As websites continue to advance, the underlying protocols that they run on top of must change in order to meet the demands of user expected page load times. This blog is the first in a 5-part series on APMdigest where I will discuss web application performance and how new protocols like SPDY, HTTP/2, and QUIC will hopefully improve it so we can have happy website users.

Start with Web Performance 101: The Bandwidth Myth

Start with Web Performance 101: 4 Recommendations to Improve Web Performance

So How Are We Doing?

In my last blog, I talked about all the different recommendations I've provided or come across over the years.

How are we doing with that? Are website owners out there listening?

Well, I decided to take a look at the archive — HTTP Archive, that is.

With HTTP Archive, I can look at some worldwide statistics on thousands of websites it monitors.

Let's look at bytes being sent to the browser.


As we can see, the average total byte size of a web page is a little over 2.3MB. And look at the biggest percentage in type of files: images account for about 63% of worldwide page sizes. Those file sizes can be reduced or minimized.

Okay. So maybe that was an outlier. In Performance Engineering, we never want to focus too much on averages. Percentiles and trends are things that give us better insight into whether something should be a concern or not.

So let's look at the trend in the past year.


We see that the trend of transfer sizes has been going up in the past year. Websites across the world have increased in size by about 18%. At this rate, if it continues, in 5 years, websites will increase in size by almost 300%! That's crazy!

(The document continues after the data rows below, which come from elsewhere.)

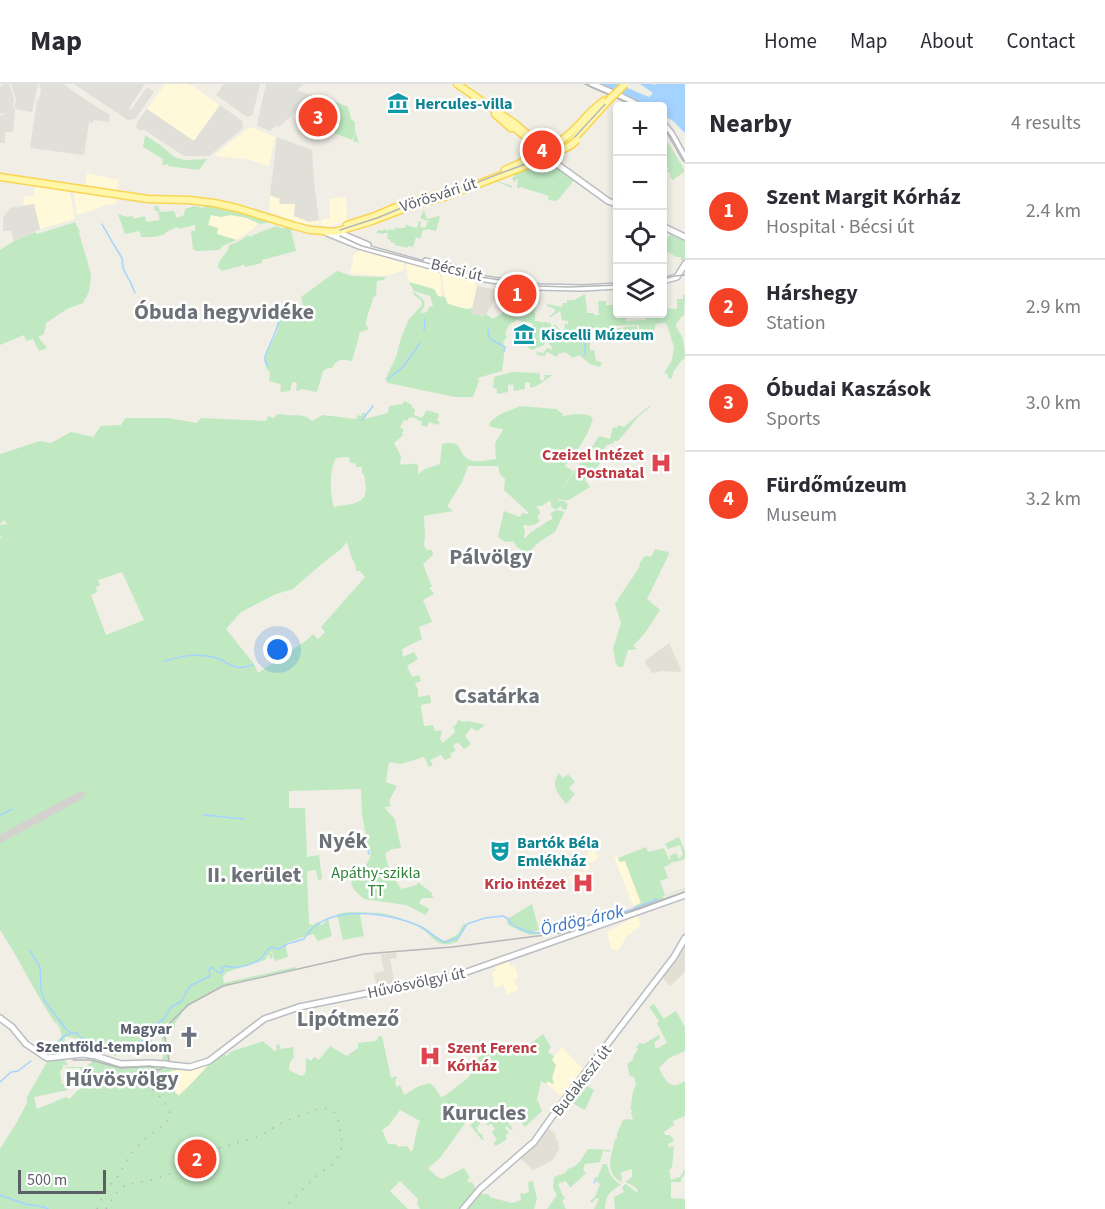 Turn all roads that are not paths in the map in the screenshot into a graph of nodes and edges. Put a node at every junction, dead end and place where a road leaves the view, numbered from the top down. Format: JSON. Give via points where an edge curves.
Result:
{"nodes":[{"id":1,"x":451,"y":84,"type":"edge"},
{"id":2,"x":457,"y":84,"type":"edge"},
{"id":3,"x":592,"y":84,"type":"edge"},
{"id":4,"x":623,"y":84,"type":"edge"},
{"id":5,"x":606,"y":101,"type":"junction"},
{"id":6,"x":632,"y":102,"type":"edge"},
{"id":7,"x":606,"y":111,"type":"dead end"},
{"id":8,"x":498,"y":115,"type":"junction"},
{"id":9,"x":667,"y":128,"type":"edge"},
{"id":10,"x":568,"y":135,"type":"junction"},
{"id":11,"x":579,"y":138,"type":"junction"},
{"id":12,"x":549,"y":155,"type":"junction"},
{"id":13,"x":685,"y":158,"type":"edge"},
{"id":14,"x":571,"y":172,"type":"junction"},
{"id":15,"x":3,"y":174,"type":"edge"},
{"id":16,"x":451,"y":190,"type":"junction"},
{"id":17,"x":444,"y":196,"type":"dead end"},
{"id":18,"x":613,"y":201,"type":"edge"},
{"id":19,"x":613,"y":203,"type":"edge"},
{"id":20,"x":302,"y":227,"type":"junction"},
{"id":21,"x":667,"y":228,"type":"edge"},
{"id":22,"x":320,"y":231,"type":"junction"},
{"id":23,"x":334,"y":231,"type":"junction"},
{"id":24,"x":685,"y":237,"type":"edge"},
{"id":25,"x":685,"y":263,"type":"edge"},
{"id":26,"x":667,"y":278,"type":"edge"},
{"id":27,"x":613,"y":285,"type":"edge"},
{"id":28,"x":613,"y":285,"type":"edge"},
{"id":29,"x":685,"y":895,"type":"edge"},
{"id":30,"x":685,"y":938,"type":"edge"},
{"id":31,"x":0,"y":1018,"type":"edge"},
{"id":32,"x":463,"y":1209,"type":"edge"}],
"edges":[{"from":1,"to":8,"type":"main road"},
{"from":2,"to":8,"type":"main road"},
{"from":3,"to":6,"type":"main road"},
{"from":4,"to":5,"type":"main road","bridge":true},
{"from":5,"to":10,"type":"main road"},
{"from":5,"to":11,"type":"main road"},
{"from":5,"to":12,"type":"main road","via":[[575,139]]},
{"from":7,"to":11,"type":"main road"},
{"from":8,"to":11,"type":"main road","bridge":true,"via":[[546,150],[563,150]]},
{"from":8,"to":12,"type":"main road"},
{"from":8,"to":12,"type":"main road","via":[[516,124]]},
{"from":9,"to":13,"type":"main road"},
{"from":10,"to":12,"type":"main road"},
{"from":10,"to":12,"type":"main road","via":[[555,144]]},
{"from":12,"to":14,"type":"main road"},
{"from":12,"to":16,"type":"main road","name":"Vörösvári út"},
{"from":12,"to":23,"type":"main road","name":"Vörösvári út","via":[[444,197]]},
{"from":14,"to":18,"type":"main road"},
{"from":14,"to":19,"type":"main road"},
{"from":15,"to":20,"type":"main road","name":"Bécsi út","via":[[148,199],[226,205]]},
{"from":16,"to":17,"type":"main road"},
{"from":16,"to":23,"type":"main road","name":"Vörösvári út"},
{"from":20,"to":22,"type":"main road","name":"Bécsi út"},
{"from":20,"to":23,"type":"main road","name":"Bécsi út"},
{"from":21,"to":24,"type":"main road"},
{"from":22,"to":23,"type":"main road"},
{"from":22,"to":28,"type":"main road","name":"Bécsi út","via":[[359,246],[485,279],[538,287]]},
{"from":23,"to":27,"type":"main road","name":"Bécsi út","via":[[365,244],[478,275],[538,285]]},
{"from":25,"to":26,"type":"main road","via":[[676,276]]},
{"from":29,"to":31,"type":"main road","name":"Hűvösvölgyi út","via":[[461,974],[299,1007],[264,1019],[209,1061],[188,1068],[121,1064],[81,1054],[48,1058],[26,1044]]},
{"from":30,"to":32,"type":"main road","name":"Budakeszi út","via":[[535,1141]]}]}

While I think this is unlikely to happen with the increased importance placed on web performance, it's unbelievable to think we're increasing at this rate.

In my last blog, I mentioned how important it is to reduce latency. One of the ways to do that is to implement a content delivery network.

So let's see how that's going across the world.


We can see that only about 14% of websites have implemented a Content Delivery Network (CDN). With free CDNs out there, everyone should be using a CDN.

It's also encouraging that we're trending upward on that one.

Now that we get a sense of how websites are doing with HTTP requests across the globe, I want to look at the the protocol itself. If website operators are only slowly making some improvements, what can be done with the protocol itself to help?

Read Web Performance and the Impact of SPDY, HTTP/2 & QUIC - Part 2, covering the limitations of HTTP/1.0 and HTTP/1.1.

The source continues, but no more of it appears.